Collected data:
· · · · · · ·

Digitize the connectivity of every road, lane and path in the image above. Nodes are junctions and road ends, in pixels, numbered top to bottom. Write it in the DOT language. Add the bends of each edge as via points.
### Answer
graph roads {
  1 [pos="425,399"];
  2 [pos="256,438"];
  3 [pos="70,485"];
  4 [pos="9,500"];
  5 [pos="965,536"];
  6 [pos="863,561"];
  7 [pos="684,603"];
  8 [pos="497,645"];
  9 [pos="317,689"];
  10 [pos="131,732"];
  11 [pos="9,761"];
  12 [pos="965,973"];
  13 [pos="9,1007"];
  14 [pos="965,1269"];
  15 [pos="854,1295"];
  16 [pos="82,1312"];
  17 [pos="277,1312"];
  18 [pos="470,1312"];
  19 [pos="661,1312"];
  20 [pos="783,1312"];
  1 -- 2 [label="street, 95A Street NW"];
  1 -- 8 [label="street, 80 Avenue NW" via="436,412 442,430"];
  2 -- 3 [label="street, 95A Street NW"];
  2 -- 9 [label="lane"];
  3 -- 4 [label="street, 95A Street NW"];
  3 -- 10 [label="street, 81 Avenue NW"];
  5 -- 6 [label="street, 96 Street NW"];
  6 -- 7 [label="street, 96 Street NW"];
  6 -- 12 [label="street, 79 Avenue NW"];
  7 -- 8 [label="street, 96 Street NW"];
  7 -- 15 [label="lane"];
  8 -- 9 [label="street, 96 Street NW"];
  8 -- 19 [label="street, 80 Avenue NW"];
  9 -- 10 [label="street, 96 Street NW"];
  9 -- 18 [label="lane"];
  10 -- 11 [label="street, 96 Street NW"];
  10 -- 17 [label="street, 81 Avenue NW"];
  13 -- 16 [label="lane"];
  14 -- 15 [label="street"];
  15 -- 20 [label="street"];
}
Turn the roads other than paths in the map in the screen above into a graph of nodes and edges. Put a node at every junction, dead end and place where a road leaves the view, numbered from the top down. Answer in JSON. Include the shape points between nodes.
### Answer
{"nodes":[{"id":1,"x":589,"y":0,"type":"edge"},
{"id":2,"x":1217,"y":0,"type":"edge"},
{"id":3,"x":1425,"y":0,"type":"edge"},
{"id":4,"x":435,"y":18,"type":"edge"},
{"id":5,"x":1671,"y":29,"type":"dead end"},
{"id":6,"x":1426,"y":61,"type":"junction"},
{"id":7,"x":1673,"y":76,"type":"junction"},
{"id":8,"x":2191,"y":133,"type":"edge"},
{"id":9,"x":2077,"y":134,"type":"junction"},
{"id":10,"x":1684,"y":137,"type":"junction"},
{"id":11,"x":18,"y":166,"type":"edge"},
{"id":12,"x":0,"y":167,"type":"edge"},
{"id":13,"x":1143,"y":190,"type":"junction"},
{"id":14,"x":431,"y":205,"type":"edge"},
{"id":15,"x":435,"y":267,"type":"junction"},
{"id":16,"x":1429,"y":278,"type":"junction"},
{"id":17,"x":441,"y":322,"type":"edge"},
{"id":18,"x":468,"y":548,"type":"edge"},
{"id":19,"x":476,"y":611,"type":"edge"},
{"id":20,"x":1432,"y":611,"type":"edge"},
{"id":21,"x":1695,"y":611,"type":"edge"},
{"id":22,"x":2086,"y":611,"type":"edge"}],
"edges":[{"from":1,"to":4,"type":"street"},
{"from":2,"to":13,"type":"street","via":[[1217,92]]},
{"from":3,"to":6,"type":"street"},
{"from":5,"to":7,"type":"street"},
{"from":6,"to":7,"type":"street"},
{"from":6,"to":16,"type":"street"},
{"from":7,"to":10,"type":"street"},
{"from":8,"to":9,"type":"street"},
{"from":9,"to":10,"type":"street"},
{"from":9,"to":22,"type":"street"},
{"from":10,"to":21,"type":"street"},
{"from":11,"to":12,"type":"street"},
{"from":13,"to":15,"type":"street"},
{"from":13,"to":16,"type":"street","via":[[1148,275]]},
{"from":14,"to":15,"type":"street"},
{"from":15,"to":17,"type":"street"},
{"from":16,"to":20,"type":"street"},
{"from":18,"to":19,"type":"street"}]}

· · · · · · ·

Your response must repeat the entries above exactly, in full.

**Finished task:**
Digitize the connectivity of every road, lane and path in the image above. Nodes are junctions and road ends, in pixels, numbered top to bottom. Write it in the DOT language. Add the bends of each edge as via points.
### Answer
graph roads {
  1 [pos="425,399"];
  2 [pos="256,438"];
  3 [pos="70,485"];
  4 [pos="9,500"];
  5 [pos="965,536"];
  6 [pos="863,561"];
  7 [pos="684,603"];
  8 [pos="497,645"];
  9 [pos="317,689"];
  10 [pos="131,732"];
  11 [pos="9,761"];
  12 [pos="965,973"];
  13 [pos="9,1007"];
  14 [pos="965,1269"];
  15 [pos="854,1295"];
  16 [pos="82,1312"];
  17 [pos="277,1312"];
  18 [pos="470,1312"];
  19 [pos="661,1312"];
  20 [pos="783,1312"];
  1 -- 2 [label="street, 95A Street NW"];
  1 -- 8 [label="street, 80 Avenue NW" via="436,412 442,430"];
  2 -- 3 [label="street, 95A Street NW"];
  2 -- 9 [label="lane"];
  3 -- 4 [label="street, 95A Street NW"];
  3 -- 10 [label="street, 81 Avenue NW"];
  5 -- 6 [label="street, 96 Street NW"];
  6 -- 7 [label="street, 96 Street NW"];
  6 -- 12 [label="street, 79 Avenue NW"];
  7 -- 8 [label="street, 96 Street NW"];
  7 -- 15 [label="lane"];
  8 -- 9 [label="street, 96 Street NW"];
  8 -- 19 [label="street, 80 Avenue NW"];
  9 -- 10 [label="street, 96 Street NW"];
  9 -- 18 [label="lane"];
  10 -- 11 [label="street, 96 Street NW"];
  10 -- 17 [label="street, 81 Avenue NW"];
  13 -- 16 [label="lane"];
  14 -- 15 [label="street"];
  15 -- 20 [label="street"];
}
Turn the roads other than paths in the map in the screen above into a graph of nodes and edges. Put a node at every junction, dead end and place where a road leaves the view, numbered from the top down. Answer in JSON. Include the shape points between nodes.
### Answer
{"nodes":[{"id":1,"x":589,"y":0,"type":"edge"},
{"id":2,"x":1217,"y":0,"type":"edge"},
{"id":3,"x":1425,"y":0,"type":"edge"},
{"id":4,"x":435,"y":18,"type":"edge"},
{"id":5,"x":1671,"y":29,"type":"dead end"},
{"id":6,"x":1426,"y":61,"type":"junction"},
{"id":7,"x":1673,"y":76,"type":"junction"},
{"id":8,"x":2191,"y":133,"type":"edge"},
{"id":9,"x":2077,"y":134,"type":"junction"},
{"id":10,"x":1684,"y":137,"type":"junction"},
{"id":11,"x":18,"y":166,"type":"edge"},
{"id":12,"x":0,"y":167,"type":"edge"},
{"id":13,"x":1143,"y":190,"type":"junction"},
{"id":14,"x":431,"y":205,"type":"edge"},
{"id":15,"x":435,"y":267,"type":"junction"},
{"id":16,"x":1429,"y":278,"type":"junction"},
{"id":17,"x":441,"y":322,"type":"edge"},
{"id":18,"x":468,"y":548,"type":"edge"},
{"id":19,"x":476,"y":611,"type":"edge"},
{"id":20,"x":1432,"y":611,"type":"edge"},
{"id":21,"x":1695,"y":611,"type":"edge"},
{"id":22,"x":2086,"y":611,"type":"edge"}],
"edges":[{"from":1,"to":4,"type":"street"},
{"from":2,"to":13,"type":"street","via":[[1217,92]]},
{"from":3,"to":6,"type":"street"},
{"from":5,"to":7,"type":"street"},
{"from":6,"to":7,"type":"street"},
{"from":6,"to":16,"type":"street"},
{"from":7,"to":10,"type":"street"},
{"from":8,"to":9,"type":"street"},
{"from":9,"to":10,"type":"street"},
{"from":9,"to":22,"type":"street"},
{"from":10,"to":21,"type":"street"},
{"from":11,"to":12,"type":"street"},
{"from":13,"to":15,"type":"street"},
{"from":13,"to":16,"type":"street","via":[[1148,275]]},
{"from":14,"to":15,"type":"street"},
{"from":15,"to":17,"type":"street"},
{"from":16,"to":20,"type":"street"},
{"from":18,"to":19,"type":"street"}]}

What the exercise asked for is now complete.